##### Data for this exercise #####
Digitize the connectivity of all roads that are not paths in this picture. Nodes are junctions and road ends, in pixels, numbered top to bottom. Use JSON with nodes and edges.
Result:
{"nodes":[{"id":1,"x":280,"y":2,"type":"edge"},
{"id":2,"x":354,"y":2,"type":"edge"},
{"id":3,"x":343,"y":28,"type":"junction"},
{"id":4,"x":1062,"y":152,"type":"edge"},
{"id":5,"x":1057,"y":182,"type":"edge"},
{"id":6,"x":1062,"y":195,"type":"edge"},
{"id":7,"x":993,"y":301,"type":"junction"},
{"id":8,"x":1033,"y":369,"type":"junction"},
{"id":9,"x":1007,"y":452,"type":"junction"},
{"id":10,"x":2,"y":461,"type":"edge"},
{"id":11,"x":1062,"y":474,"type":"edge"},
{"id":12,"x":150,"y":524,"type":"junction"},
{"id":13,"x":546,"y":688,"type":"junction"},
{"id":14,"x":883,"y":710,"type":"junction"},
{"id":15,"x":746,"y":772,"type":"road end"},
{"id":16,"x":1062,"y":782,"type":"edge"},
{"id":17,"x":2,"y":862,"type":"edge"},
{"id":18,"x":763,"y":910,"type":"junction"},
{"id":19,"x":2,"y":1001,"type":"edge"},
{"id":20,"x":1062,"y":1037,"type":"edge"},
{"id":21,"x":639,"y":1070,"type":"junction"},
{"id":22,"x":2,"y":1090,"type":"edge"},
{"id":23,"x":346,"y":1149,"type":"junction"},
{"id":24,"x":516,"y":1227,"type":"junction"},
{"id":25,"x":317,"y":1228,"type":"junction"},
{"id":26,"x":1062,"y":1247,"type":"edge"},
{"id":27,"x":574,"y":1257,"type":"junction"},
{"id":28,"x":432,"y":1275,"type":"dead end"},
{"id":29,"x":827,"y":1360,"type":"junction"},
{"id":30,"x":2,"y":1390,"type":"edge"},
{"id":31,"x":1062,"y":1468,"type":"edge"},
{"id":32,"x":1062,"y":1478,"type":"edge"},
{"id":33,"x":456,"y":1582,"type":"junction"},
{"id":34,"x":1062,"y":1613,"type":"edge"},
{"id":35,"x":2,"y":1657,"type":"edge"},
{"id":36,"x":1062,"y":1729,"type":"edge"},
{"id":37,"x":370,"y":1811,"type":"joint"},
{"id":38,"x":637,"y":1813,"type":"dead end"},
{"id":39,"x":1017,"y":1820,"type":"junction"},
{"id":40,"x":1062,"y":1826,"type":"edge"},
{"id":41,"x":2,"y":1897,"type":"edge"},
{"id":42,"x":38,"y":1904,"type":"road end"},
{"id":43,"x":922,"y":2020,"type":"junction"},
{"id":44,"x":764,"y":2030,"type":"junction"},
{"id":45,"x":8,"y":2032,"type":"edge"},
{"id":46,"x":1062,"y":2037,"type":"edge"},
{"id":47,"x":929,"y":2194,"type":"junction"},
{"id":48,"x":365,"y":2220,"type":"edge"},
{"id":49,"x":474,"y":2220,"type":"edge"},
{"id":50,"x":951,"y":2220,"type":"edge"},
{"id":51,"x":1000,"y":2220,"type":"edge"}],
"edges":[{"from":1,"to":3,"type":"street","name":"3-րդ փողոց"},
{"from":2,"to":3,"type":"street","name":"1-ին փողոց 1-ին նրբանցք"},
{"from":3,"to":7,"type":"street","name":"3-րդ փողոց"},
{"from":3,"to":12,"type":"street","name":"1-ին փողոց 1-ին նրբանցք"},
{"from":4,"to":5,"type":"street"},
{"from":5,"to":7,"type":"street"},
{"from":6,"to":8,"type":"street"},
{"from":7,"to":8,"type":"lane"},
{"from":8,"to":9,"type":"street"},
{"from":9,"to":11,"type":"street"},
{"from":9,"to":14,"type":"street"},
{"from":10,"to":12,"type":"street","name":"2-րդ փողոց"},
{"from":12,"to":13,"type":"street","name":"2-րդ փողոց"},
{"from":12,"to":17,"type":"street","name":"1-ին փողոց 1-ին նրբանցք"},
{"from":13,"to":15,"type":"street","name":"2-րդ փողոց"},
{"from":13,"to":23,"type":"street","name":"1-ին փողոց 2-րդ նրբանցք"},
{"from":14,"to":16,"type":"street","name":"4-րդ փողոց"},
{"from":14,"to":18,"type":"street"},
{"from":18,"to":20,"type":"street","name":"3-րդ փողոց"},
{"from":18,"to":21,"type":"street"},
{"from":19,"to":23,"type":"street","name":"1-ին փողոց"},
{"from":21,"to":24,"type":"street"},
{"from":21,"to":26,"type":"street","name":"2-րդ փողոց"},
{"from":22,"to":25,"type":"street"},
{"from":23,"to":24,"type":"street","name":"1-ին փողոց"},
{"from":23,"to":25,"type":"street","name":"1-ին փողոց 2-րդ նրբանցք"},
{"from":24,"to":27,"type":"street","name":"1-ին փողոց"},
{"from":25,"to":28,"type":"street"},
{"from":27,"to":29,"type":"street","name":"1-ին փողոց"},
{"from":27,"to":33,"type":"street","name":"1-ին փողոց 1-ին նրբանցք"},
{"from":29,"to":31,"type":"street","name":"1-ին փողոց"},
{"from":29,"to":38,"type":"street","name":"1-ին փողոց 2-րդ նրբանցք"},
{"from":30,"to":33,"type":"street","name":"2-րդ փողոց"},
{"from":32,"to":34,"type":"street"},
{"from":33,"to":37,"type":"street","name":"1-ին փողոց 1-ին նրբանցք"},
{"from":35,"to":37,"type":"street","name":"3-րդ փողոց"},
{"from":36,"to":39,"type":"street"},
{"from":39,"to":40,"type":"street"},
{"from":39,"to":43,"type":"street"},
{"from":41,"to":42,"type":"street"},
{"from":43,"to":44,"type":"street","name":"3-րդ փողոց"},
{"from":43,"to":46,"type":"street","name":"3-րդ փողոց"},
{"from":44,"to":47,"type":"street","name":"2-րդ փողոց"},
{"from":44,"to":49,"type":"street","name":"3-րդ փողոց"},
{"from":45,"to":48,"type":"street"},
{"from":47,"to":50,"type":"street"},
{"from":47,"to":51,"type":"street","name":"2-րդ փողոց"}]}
#####
[Task prompt]: Looking at the entries above, count each line that includes the string "edges" and give only the total.

[The answer]: 2